Arlecchino senza maschera

Un monologue. Seul en scène mais plein de personnages en bouche, Arlequin a échangé son masque contre les moustaches de Charlie Chaplin. La scène du bal des autruches au palais des glaces est irracontable, ainsi que le prologue très façon bel esprit XVIIème... le lire serait tout aussi périlleux, décidément voilà du théâtre à voir ! Ouvrez.

Fiche

Année
1984

Extrait

NOIR puis sur scène une lumière épingle un fauteuil 'duchesse brisée'; assises dans un nuage de poudre de riz : deux femmes, ou presque (de l´une d´elle on ne voit que les fesses), précieuses, elles sont ridicules autant que l´accordera le metteur en scène. Elles pourraient sortir tout droit de l´imaginaire de ce Fellini que nous vénérons, le metteur en scène et moi-même. Je suis l´une d´elles. Celle dont on ne voit pas les fesses. La perruque fait mouche et la mouche fait de l´oeil à la bouche en acajou qui se pâme puis s´entrouvre et je joue : Ciel, que cette mine-là ne me dit rien qui vaille! Et bien, ma chère, qu´en dites-vous? á quoi bon ce silence? Brisez-le là s´il vous plait ou bien dites moi ce que cache cette volonté de ne me point répondre. Mais oui, voyons, je vous demandais si vous connaissiez le héros de cette comédie que l´on nous jouera tout à l´heure? (un temps et un regard vers cette partie obligatoirement muette de l´anatomie de cette chérie à qui je m´adresse) Il faudrait bien pourtant que vous en ayez une idée, sans quoi je m´interroge sur l´endurance de ces minutes d´attente que vous supportez si vaillamment. Il est vrai que l´une n´exclue pas l´autre. Je veux dire qu´attendre dans l´ignorance de l´avènement des choses est bien ce à quoi nous nous engageons tout au long de notre existence. Le 'savoir' est peu de chose face au 'pressentiment' et, quant à moi, je préfère sans nul doute ce dernier sentiment-là. Il m´impose un mystère délicat auquel je ne serais pas assujettie si d´avance je savais ce qui m´attend.
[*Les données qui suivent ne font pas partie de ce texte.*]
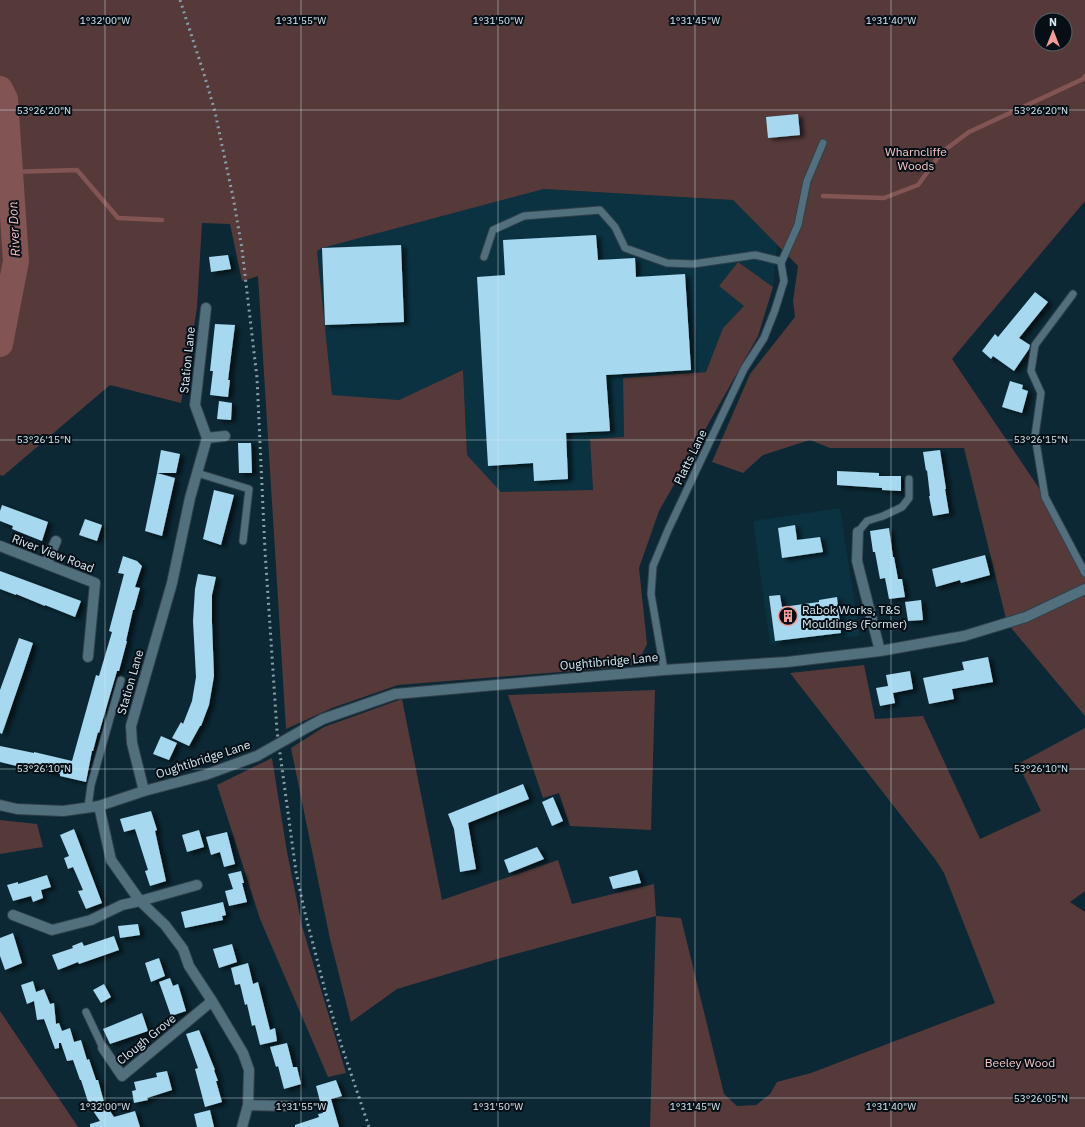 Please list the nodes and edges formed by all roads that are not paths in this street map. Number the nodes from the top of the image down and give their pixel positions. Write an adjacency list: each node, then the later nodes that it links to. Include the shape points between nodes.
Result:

Ce n´est que dans l´ignorance de cet avenir que travaille notre fantaisie. Et pour moi, vive cette déesse-là! je lui suis dévouée autant que ma cervelle me le consent. N´est-ce pas là votre attitude, ma chère amie? (regard) Oui, il est vrai que si chez vous la cervelle occupe cette place que vous montrez, nous n´aurons jamais entre nous que l´illusion de nous comprendre (...) C´est d´Arlequin que l´on nous parlera! Mais oui, ma chère. Je vous le donnais en mille et vous l'avez manqué. Cet Arlequin italien, dont on a fait chez nous un Mascarille, vous savez bien. Ce Mascarille qui nous donnait la réplique l´autre soir au sujet de cette chaise qui grâce au ciel nous véhicule dans Paris, tant la ville est crottée. Eh bien c´est lui. Le même, vous dis-je. Le fourbe de ses maîtres qui ne cesse pour leur bien de refaire les affaires que ceux-ci défont à loisir.